* Task details
State the count of lines in this material that hold the string "вуліца" and add nothing.
Segment Start: Records
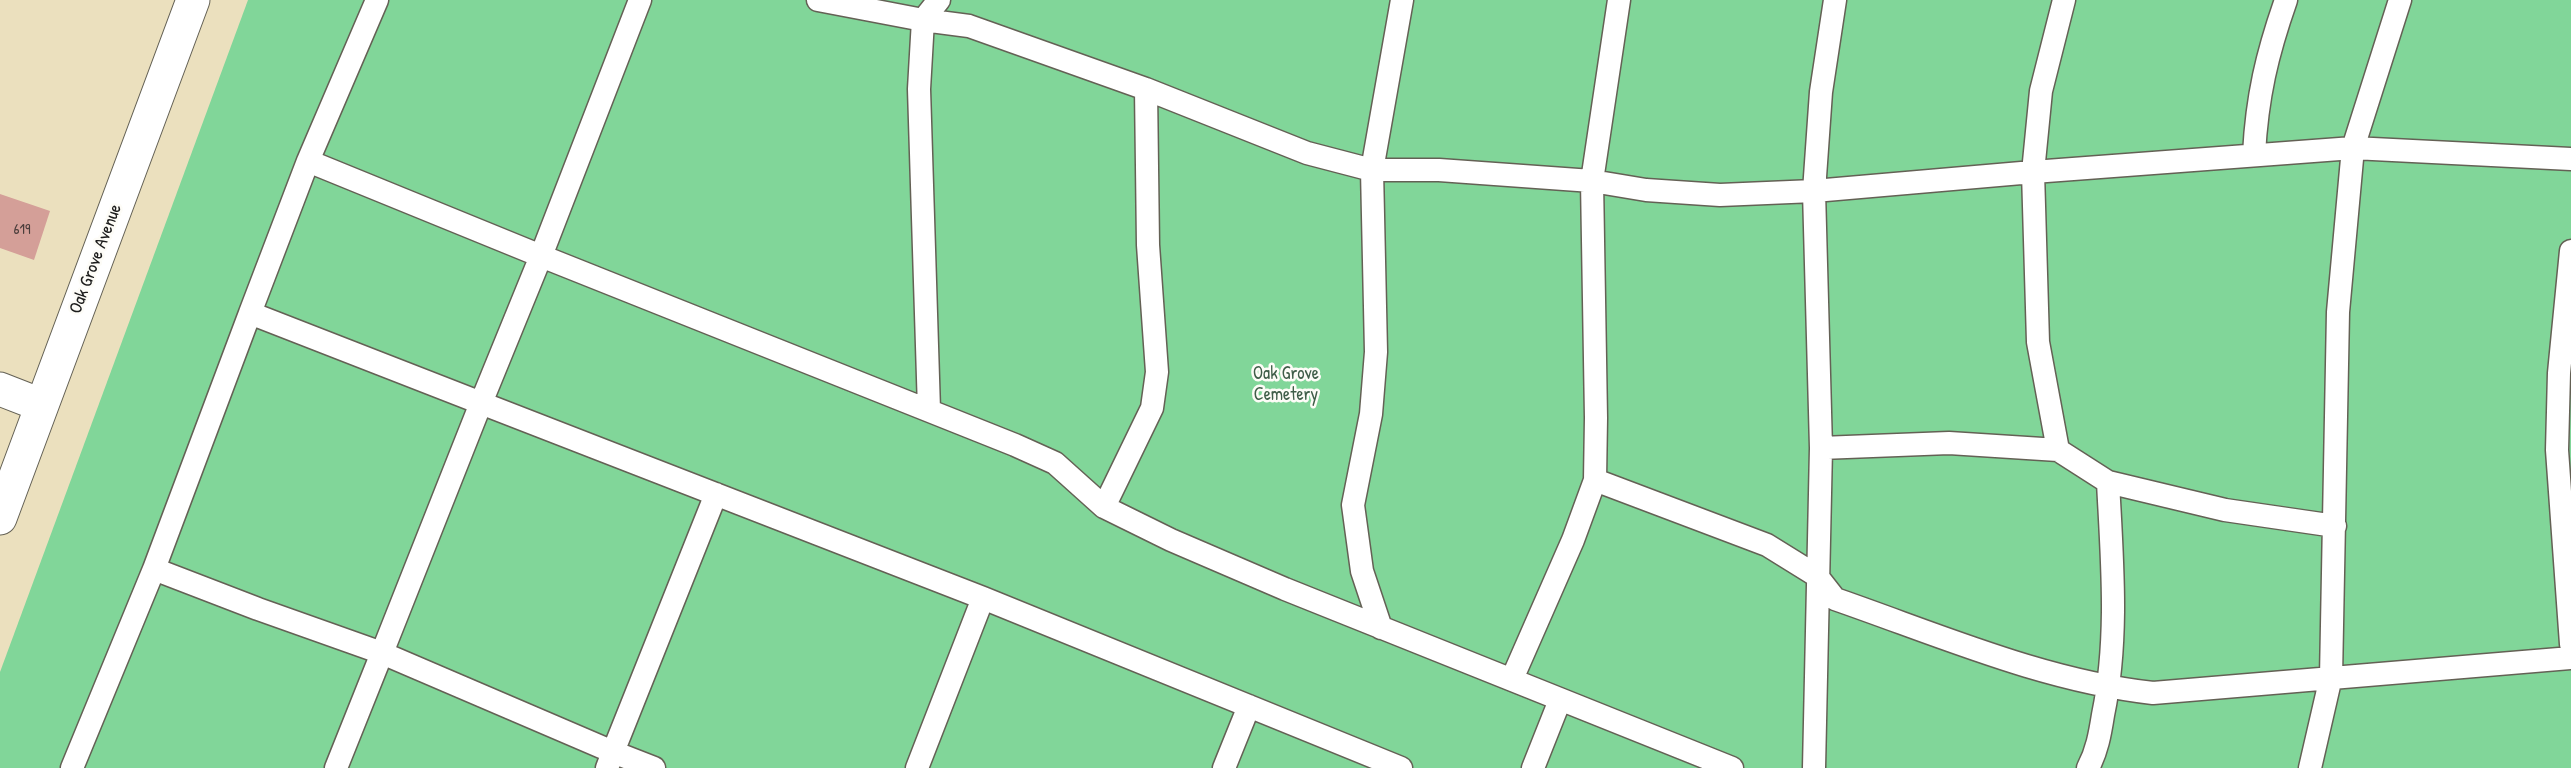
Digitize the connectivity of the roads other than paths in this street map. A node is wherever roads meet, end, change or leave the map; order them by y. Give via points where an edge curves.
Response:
1 (193, 0) edge
2 (377, 0) edge
3 (640, 0) edge
4 (818, 0) edge
5 (939, 0) edge
6 (1402, 0) edge
7 (1619, 0) edge
8 (1835, 0) edge
9 (2064, 0) edge
10 (2286, 0) edge
11 (2400, 0) edge
12 (923, 20) junction
13 (1146, 89) junction
14 (2354, 148) junction
15 (2254, 154) junction
16 (2571, 159) edge
17 (308, 160) junction
18 (1372, 171) junction
19 (2033, 172) junction
20 (1592, 181) junction
21 (1814, 191) junction
22 (2571, 251) edge
23 (541, 256) junction
24 (250, 313) junction
25 (0, 389) edge
26 (481, 403) junction
27 (41, 405) junction
28 (929, 410) junction
29 (1821, 448) junction
30 (2058, 450) junction
31 (1595, 480) junction
32 (2108, 482) junction
33 (716, 494) junction
34 (1104, 507) junction
35 (0, 518) edge
36 (2335, 526) junction
37 (154, 569) junction
38 (1817, 576) junction
39 (983, 598) junction
40 (1381, 628) junction
41 (2571, 644) edge
42 (382, 653) junction
43 (2571, 658) edge
44 (2331, 677) junction
45 (1512, 679) junction
46 (2109, 688) junction
47 (1560, 700) junction
48 (1249, 706) junction
49 (610, 760) edge
50 (72, 768) edge
51 (336, 768) edge
52 (654, 768) edge
53 (917, 768) edge
54 (1224, 768) edge
55 (1401, 768) edge
56 (1533, 768) edge
57 (1732, 768) edge
58 (1814, 768) edge
59 (2088, 768) edge
60 (2310, 768) edge

1 - 27 street, Oak Grove Avenue
2 - 17 lane
3 - 23 lane
4 - 12 lane
5 - 12 lane
6 - 18 lane
7 - 20 lane
8 - 21 lane via 1821,92
9 - 19 lane via 2041,91
10 - 15 lane via 2268,51
11 - 14 lane
12 - 13 lane via 969,26
12 - 28 lane via 919,89
13 - 18 lane via 1307,153
13 - 34 lane via 1148,245 1157,372 1152,408
14 - 15 lane
14 - 16 lane
14 - 36 lane via 2338,312
15 - 19 lane
17 - 23 lane
17 - 24 lane
18 - 20 lane via 1439,170
18 - 40 lane via 1376,352 1371,414 1353,505 1362,571
19 - 21 lane
19 - 30 lane via 2038,342
20 - 21 lane via 1646,190 1720,195
20 - 31 lane
21 - 29 lane
22 - 41 lane via 2559,373 2557,450
23 - 26 lane
23 - 28 lane
24 - 26 lane
24 - 37 lane
25 - 27 street
26 - 33 lane
26 - 42 lane
27 - 35 street, Oak Grove Avenue
28 - 34 lane via 1055,463
29 - 30 lane via 1949,443
29 - 38 lane
30 - 32 lane
31 - 38 lane via 1767,545
31 - 45 lane
32 - 36 lane via 2225,510
32 - 46 lane via 2115,606
33 - 39 lane
33 - 49 lane
34 - 40 lane via 1171,540
36 - 44 lane
37 - 42 lane
37 - 50 lane
38 - 46 lane via 1835,599 2026,666
38 - 58 lane
39 - 48 lane
39 - 53 lane
40 - 45 lane
42 - 49 lane
42 - 51 lane
43 - 44 lane
44 - 46 lane via 2153,693
44 - 60 lane
45 - 47 lane
46 - 59 lane via 2096,754
47 - 56 lane
47 - 57 lane
48 - 54 lane
48 - 55 lane
49 - 52 lane

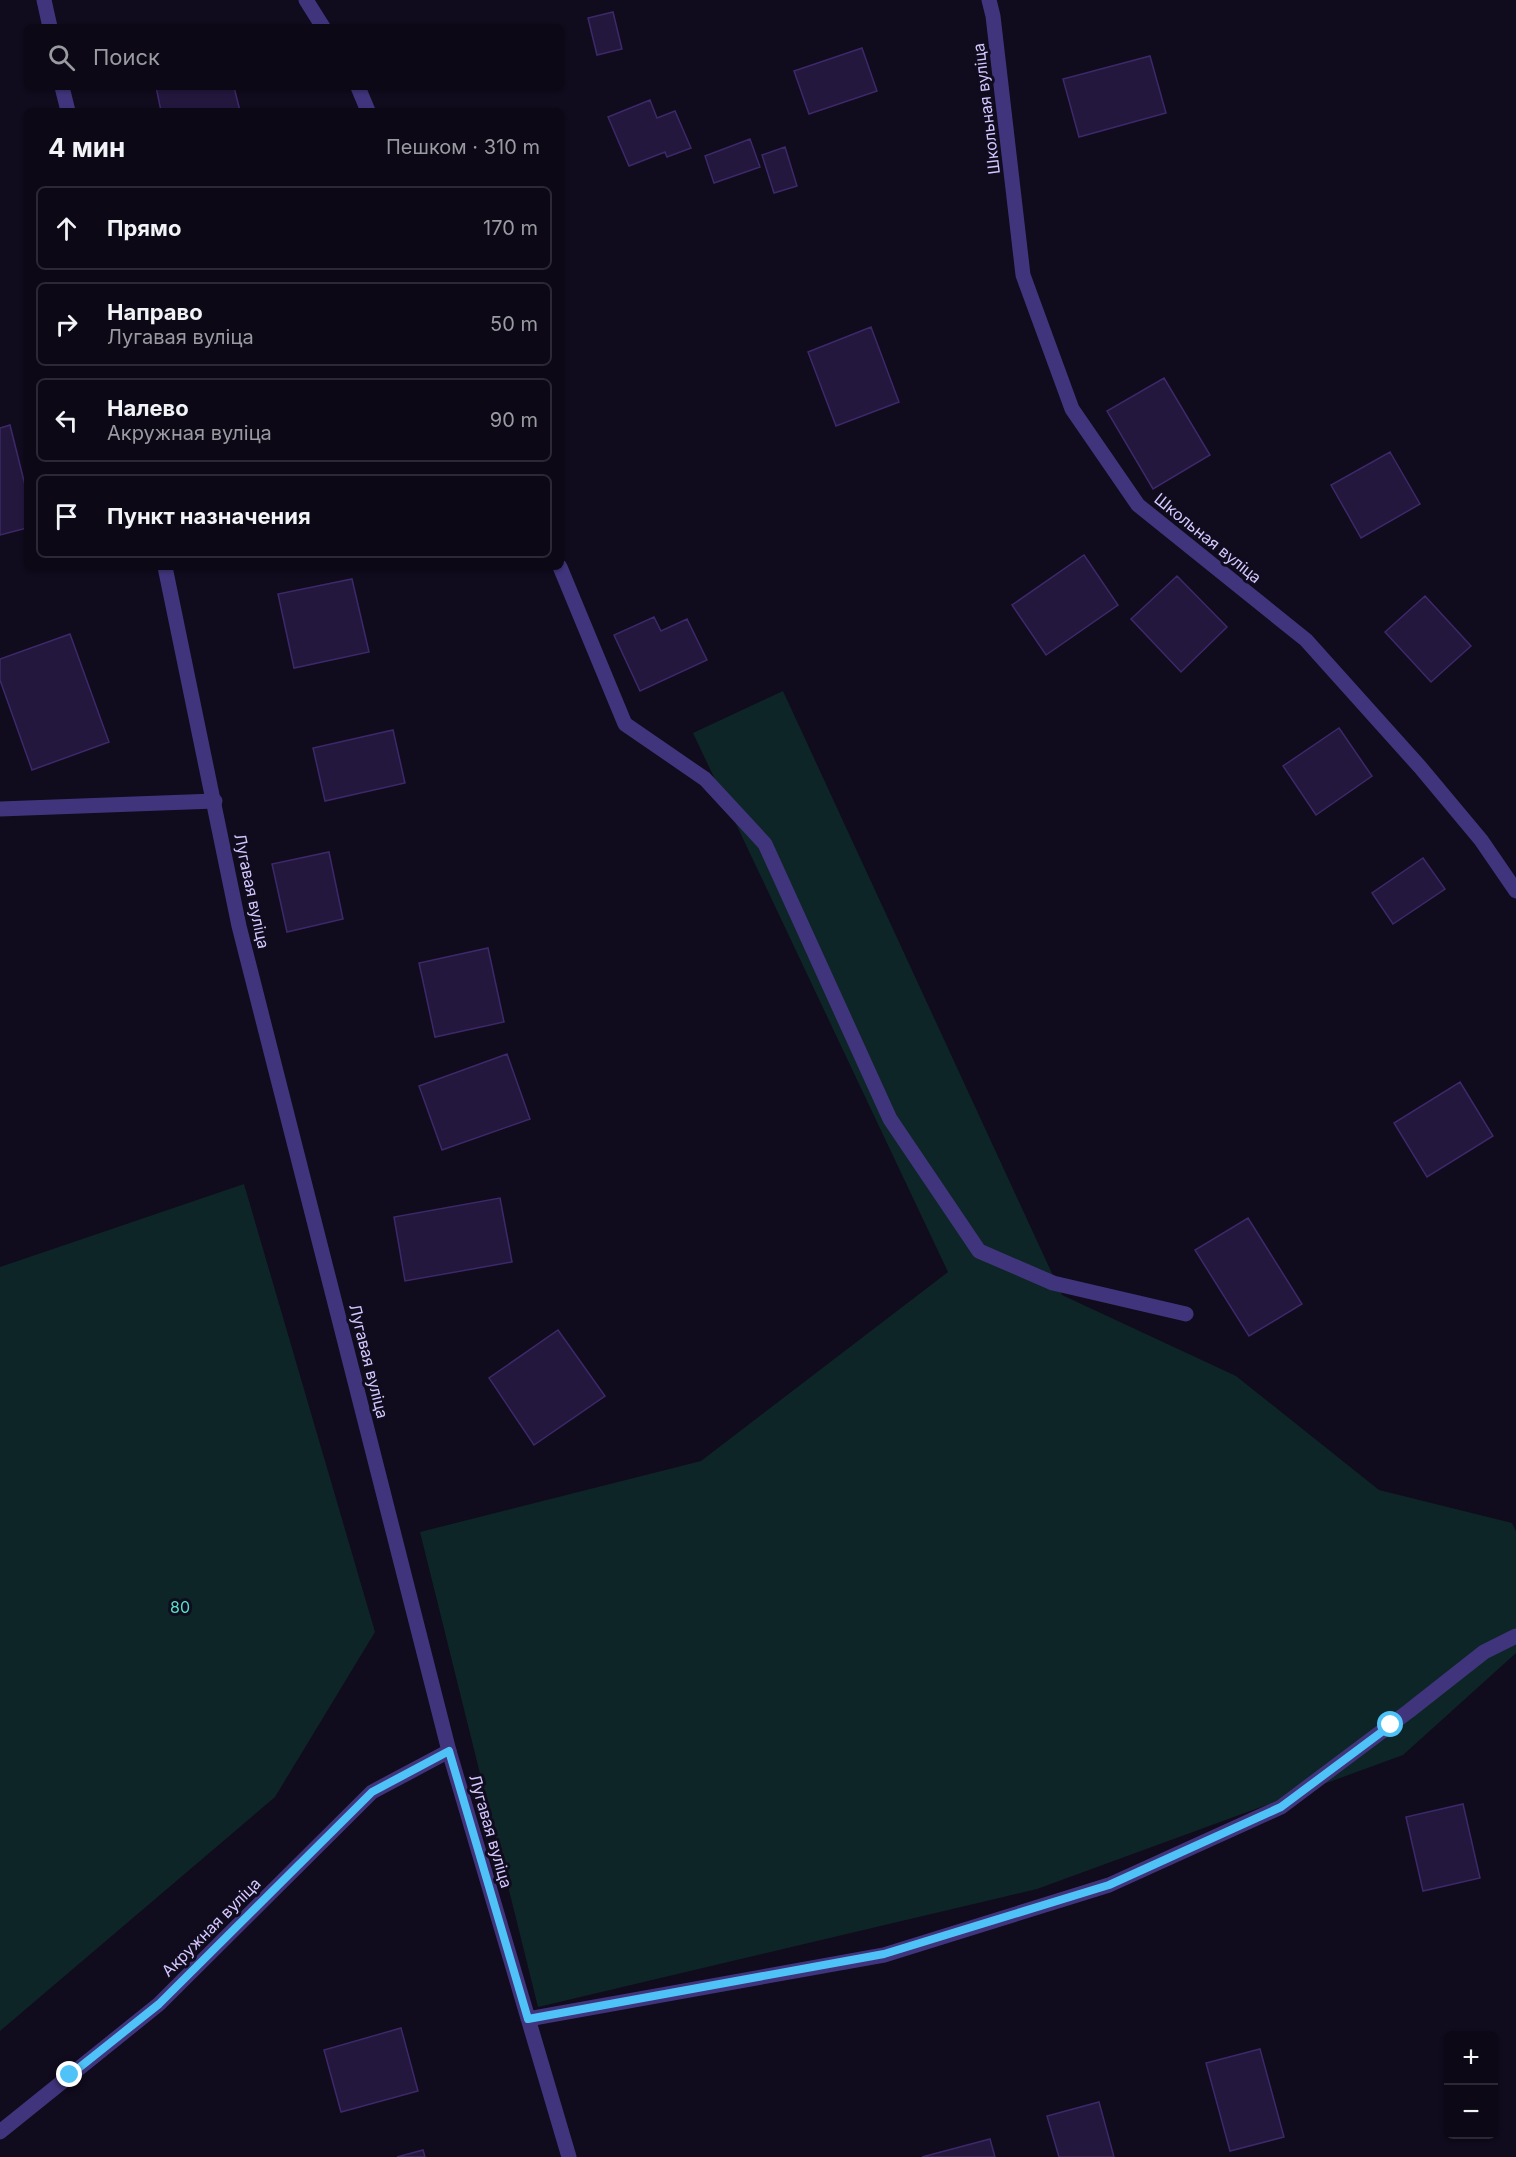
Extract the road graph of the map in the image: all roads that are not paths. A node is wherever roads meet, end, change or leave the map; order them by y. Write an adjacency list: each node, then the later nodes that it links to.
1 (44, 0): 4 (street)
2 (306, 0): 5 (street)
3 (989, 0): 14 (street, Школьная вуліца)
4 (49, 24)
5 (321, 24)
6 (63, 90): 8 (street)
7 (359, 90): 9 (street)
8 (67, 108)
9 (367, 108)
10 (166, 570): 12 (street, Лугавая вуліца)
11 (561, 570): 15 (street)
12 (215, 801): 13 (street); 17 (street, Лугавая вуліца)
13 (0, 809)
14 (1516, 891)
15 (1186, 1314)
16 (1516, 1636): 18 (street)
17 (449, 1751): 18 (street, Лугавая вуліца); 19 (street, Акружная вуліца)
18 (528, 2019): 20 (street, Лугавая вуліца)
19 (0, 2132)
20 (569, 2157)

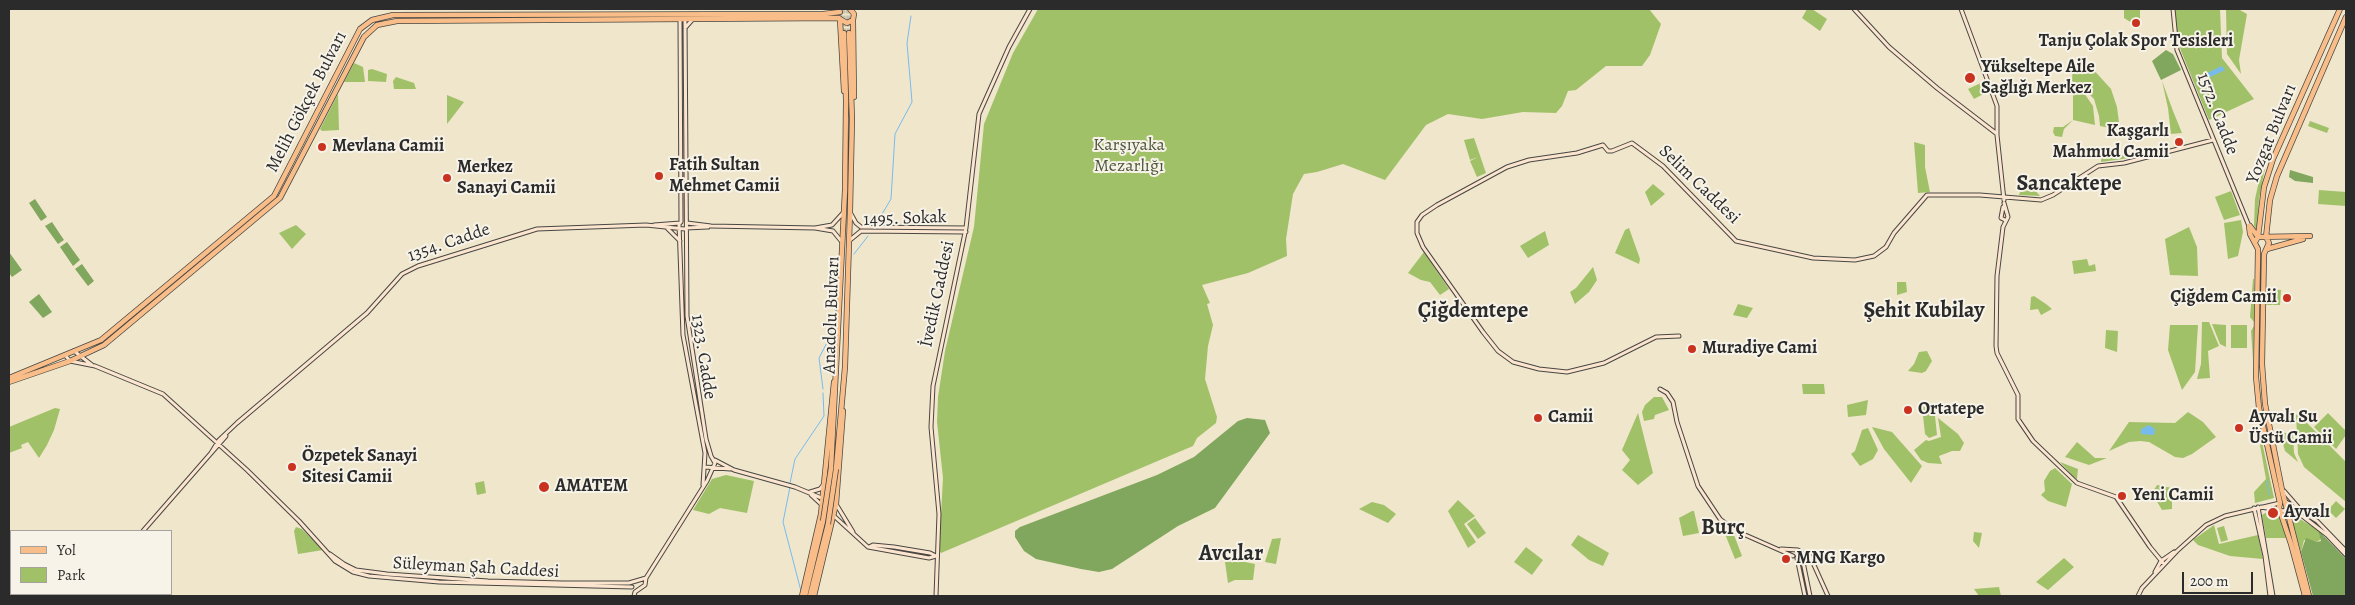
Segment End: Records
* Solution to this task
5